» **THE RECORDS**
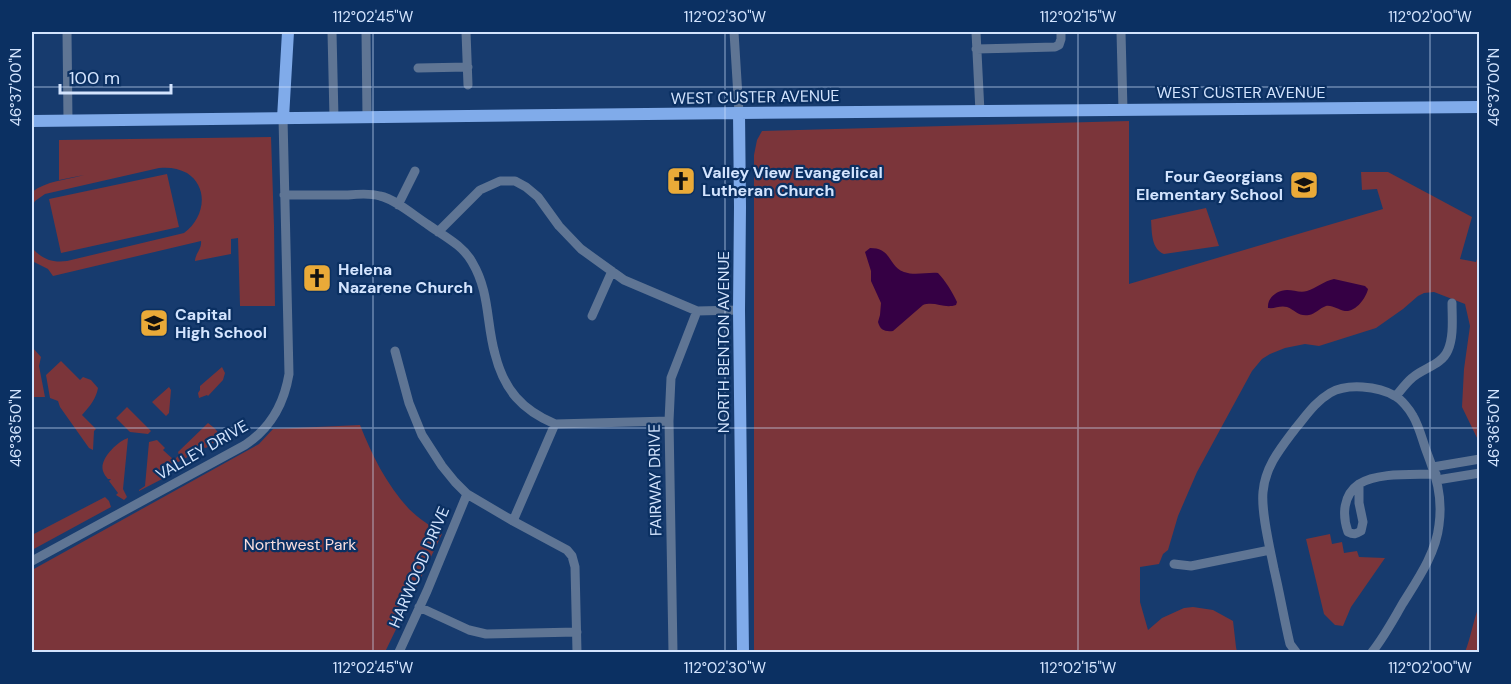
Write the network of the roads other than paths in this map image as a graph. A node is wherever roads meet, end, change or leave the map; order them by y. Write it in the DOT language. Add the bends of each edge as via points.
graph roads {
  1 [pos="67,32"];
  2 [pos="288,32"];
  3 [pos="332,32"];
  4 [pos="366,32"];
  5 [pos="466,32"];
  6 [pos="734,32"];
  7 [pos="976,32"];
  8 [pos="1061,32"];
  9 [pos="1121,32"];
  10 [pos="976,49"];
  11 [pos="468,67"];
  12 [pos="418,68"];
  13 [pos="468,85"];
  14 [pos="1479,107"];
  15 [pos="1123,110"];
  16 [pos="980,112"];
  17 [pos="738,113"];
  18 [pos="368,117"];
  19 [pos="283,118"];
  20 [pos="334,118"];
  21 [pos="32,121"];
  22 [pos="68,121"];
  23 [pos="415,171"];
  24 [pos="284,195"];
  25 [pos="398,205"];
  26 [pos="438,232"];
  27 [pos="612,272"];
  28 [pos="1452,303"];
  29 [pos="739,310"];
  30 [pos="697,311"];
  31 [pos="592,316"];
  32 [pos="395,351"];
  33 [pos="1396,396"];
  34 [pos="669,421"];
  35 [pos="555,424"];
  36 [pos="1479,459"];
  37 [pos="1479,473"];
  38 [pos="1435,474"];
  39 [pos="1359,484"];
  40 [pos="467,494"];
  41 [pos="513,521"];
  42 [pos="1270,550"];
  43 [pos="32,561"];
  44 [pos="1174,564"];
  45 [pos="419,608"];
  46 [pos="577,632"];
  47 [pos="399,652"];
  48 [pos="577,652"];
  49 [pos="673,652"];
  50 [pos="743,652"];
  51 [pos="1296,652"];
  52 [pos="1372,652"];
  1 -- 22 [label="street"];
  2 -- 19 [label="main road"];
  3 -- 20 [label="street"];
  4 -- 18 [label="street"];
  5 -- 11 [label="street"];
  6 -- 17 [label="street, NORTH BENTON AVENUE"];
  7 -- 10 [label="street"];
  8 -- 10 [label="street" via="1055,47"];
  9 -- 15 [label="street"];
  10 -- 16 [label="street"];
  11 -- 12 [label="street"];
  11 -- 13 [label="street"];
  14 -- 15 [label="main road, WEST CUSTER AVENUE"];
  15 -- 16 [label="main road, WEST CUSTER AVENUE"];
  16 -- 17 [label="main road, WEST CUSTER AVENUE"];
  17 -- 18 [label="main road, WEST CUSTER AVENUE"];
  17 -- 29 [label="main road, NORTH BENTON AVENUE"];
  18 -- 20 [label="main road, WEST CUSTER AVENUE"];
  19 -- 20 [label="main road, WEST CUSTER AVENUE"];
  19 -- 22 [label="main road, WEST CUSTER AVENUE"];
  19 -- 24 [label="street, VALLEY DRIVE"];
  21 -- 22 [label="main road, WEST CUSTER AVENUE"];
  23 -- 25 [label="street"];
  24 -- 25 [label="street" via="376,195"];
  24 -- 43 [label="street, VALLEY DRIVE" via="289,374 283,400 273,419 245,445"];
  25 -- 26 [label="street"];
  26 -- 27 [label="street" via="480,190 500,181 515,181 538,197 581,249"];
  26 -- 35 [label="street" via="471,259 482,280 494,353 512,393 539,417"];
  27 -- 30 [label="street"];
  27 -- 31 [label="street"];
  28 -- 33 [label="street" via="1448,350 1441,361 1411,379"];
  29 -- 30 [label="street"];
  29 -- 50 [label="main road, NORTH BENTON AVENUE"];
  30 -- 34 [label="street, FAIRWAY DRIVE" via="671,378"];
  32 -- 40 [label="street" via="422,435"];
  33 -- 38 [label="street" via="1413,415"];
  33 -- 42 [label="street" via="1370,387 1348,387 1332,392 1309,411 1266,473 1262,501"];
  34 -- 35 [label="street"];
  34 -- 49 [label="street, FAIRWAY DRIVE"];
  35 -- 41 [label="street"];
  36 -- 38 [label="street"];
  37 -- 38 [label="street"];
  38 -- 39 [label="street" via="1381,476"];
  38 -- 52 [label="street" via="1440,504 1436,539 1424,568"];
  39 -- 39 [label="street" via="1348,496 1345,507 1346,526 1352,534 1361,531 1363,522"];
  40 -- 41 [label="street"];
  40 -- 45 [label="street, HARWOOD DRIVE"];
  41 -- 46 [label="street" via="572,556"];
  42 -- 44 [label="street" via="1191,566"];
  42 -- 51 [label="street" via="1290,644"];
  45 -- 46 [label="street" via="486,634"];
  45 -- 47 [label="street, HARWOOD DRIVE"];
  46 -- 48 [label="street"];
}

» **ABOUT THIS TASK**
Omitting the images, output each record precisely as written.

» **WORKED SOLUTION**
Write the network of the roads other than paths in this map image as a graph. A node is wherever roads meet, end, change or leave the map; order them by y. Write it in the DOT language. Add the bends of each edge as via points.
graph roads {
  1 [pos="67,32"];
  2 [pos="288,32"];
  3 [pos="332,32"];
  4 [pos="366,32"];
  5 [pos="466,32"];
  6 [pos="734,32"];
  7 [pos="976,32"];
  8 [pos="1061,32"];
  9 [pos="1121,32"];
  10 [pos="976,49"];
  11 [pos="468,67"];
  12 [pos="418,68"];
  13 [pos="468,85"];
  14 [pos="1479,107"];
  15 [pos="1123,110"];
  16 [pos="980,112"];
  17 [pos="738,113"];
  18 [pos="368,117"];
  19 [pos="283,118"];
  20 [pos="334,118"];
  21 [pos="32,121"];
  22 [pos="68,121"];
  23 [pos="415,171"];
  24 [pos="284,195"];
  25 [pos="398,205"];
  26 [pos="438,232"];
  27 [pos="612,272"];
  28 [pos="1452,303"];
  29 [pos="739,310"];
  30 [pos="697,311"];
  31 [pos="592,316"];
  32 [pos="395,351"];
  33 [pos="1396,396"];
  34 [pos="669,421"];
  35 [pos="555,424"];
  36 [pos="1479,459"];
  37 [pos="1479,473"];
  38 [pos="1435,474"];
  39 [pos="1359,484"];
  40 [pos="467,494"];
  41 [pos="513,521"];
  42 [pos="1270,550"];
  43 [pos="32,561"];
  44 [pos="1174,564"];
  45 [pos="419,608"];
  46 [pos="577,632"];
  47 [pos="399,652"];
  48 [pos="577,652"];
  49 [pos="673,652"];
  50 [pos="743,652"];
  51 [pos="1296,652"];
  52 [pos="1372,652"];
  1 -- 22 [label="street"];
  2 -- 19 [label="main road"];
  3 -- 20 [label="street"];
  4 -- 18 [label="street"];
  5 -- 11 [label="street"];
  6 -- 17 [label="street, NORTH BENTON AVENUE"];
  7 -- 10 [label="street"];
  8 -- 10 [label="street" via="1055,47"];
  9 -- 15 [label="street"];
  10 -- 16 [label="street"];
  11 -- 12 [label="street"];
  11 -- 13 [label="street"];
  14 -- 15 [label="main road, WEST CUSTER AVENUE"];
  15 -- 16 [label="main road, WEST CUSTER AVENUE"];
  16 -- 17 [label="main road, WEST CUSTER AVENUE"];
  17 -- 18 [label="main road, WEST CUSTER AVENUE"];
  17 -- 29 [label="main road, NORTH BENTON AVENUE"];
  18 -- 20 [label="main road, WEST CUSTER AVENUE"];
  19 -- 20 [label="main road, WEST CUSTER AVENUE"];
  19 -- 22 [label="main road, WEST CUSTER AVENUE"];
  19 -- 24 [label="street, VALLEY DRIVE"];
  21 -- 22 [label="main road, WEST CUSTER AVENUE"];
  23 -- 25 [label="street"];
  24 -- 25 [label="street" via="376,195"];
  24 -- 43 [label="street, VALLEY DRIVE" via="289,374 283,400 273,419 245,445"];
  25 -- 26 [label="street"];
  26 -- 27 [label="street" via="480,190 500,181 515,181 538,197 581,249"];
  26 -- 35 [label="street" via="471,259 482,280 494,353 512,393 539,417"];
  27 -- 30 [label="street"];
  27 -- 31 [label="street"];
  28 -- 33 [label="street" via="1448,350 1441,361 1411,379"];
  29 -- 30 [label="street"];
  29 -- 50 [label="main road, NORTH BENTON AVENUE"];
  30 -- 34 [label="street, FAIRWAY DRIVE" via="671,378"];
  32 -- 40 [label="street" via="422,435"];
  33 -- 38 [label="street" via="1413,415"];
  33 -- 42 [label="street" via="1370,387 1348,387 1332,392 1309,411 1266,473 1262,501"];
  34 -- 35 [label="street"];
  34 -- 49 [label="street, FAIRWAY DRIVE"];
  35 -- 41 [label="street"];
  36 -- 38 [label="street"];
  37 -- 38 [label="street"];
  38 -- 39 [label="street" via="1381,476"];
  38 -- 52 [label="street" via="1440,504 1436,539 1424,568"];
  39 -- 39 [label="street" via="1348,496 1345,507 1346,526 1352,534 1361,531 1363,522"];
  40 -- 41 [label="street"];
  40 -- 45 [label="street, HARWOOD DRIVE"];
  41 -- 46 [label="street" via="572,556"];
  42 -- 44 [label="street" via="1191,566"];
  42 -- 51 [label="street" via="1290,644"];
  45 -- 46 [label="street" via="486,634"];
  45 -- 47 [label="street, HARWOOD DRIVE"];
  46 -- 48 [label="street"];
}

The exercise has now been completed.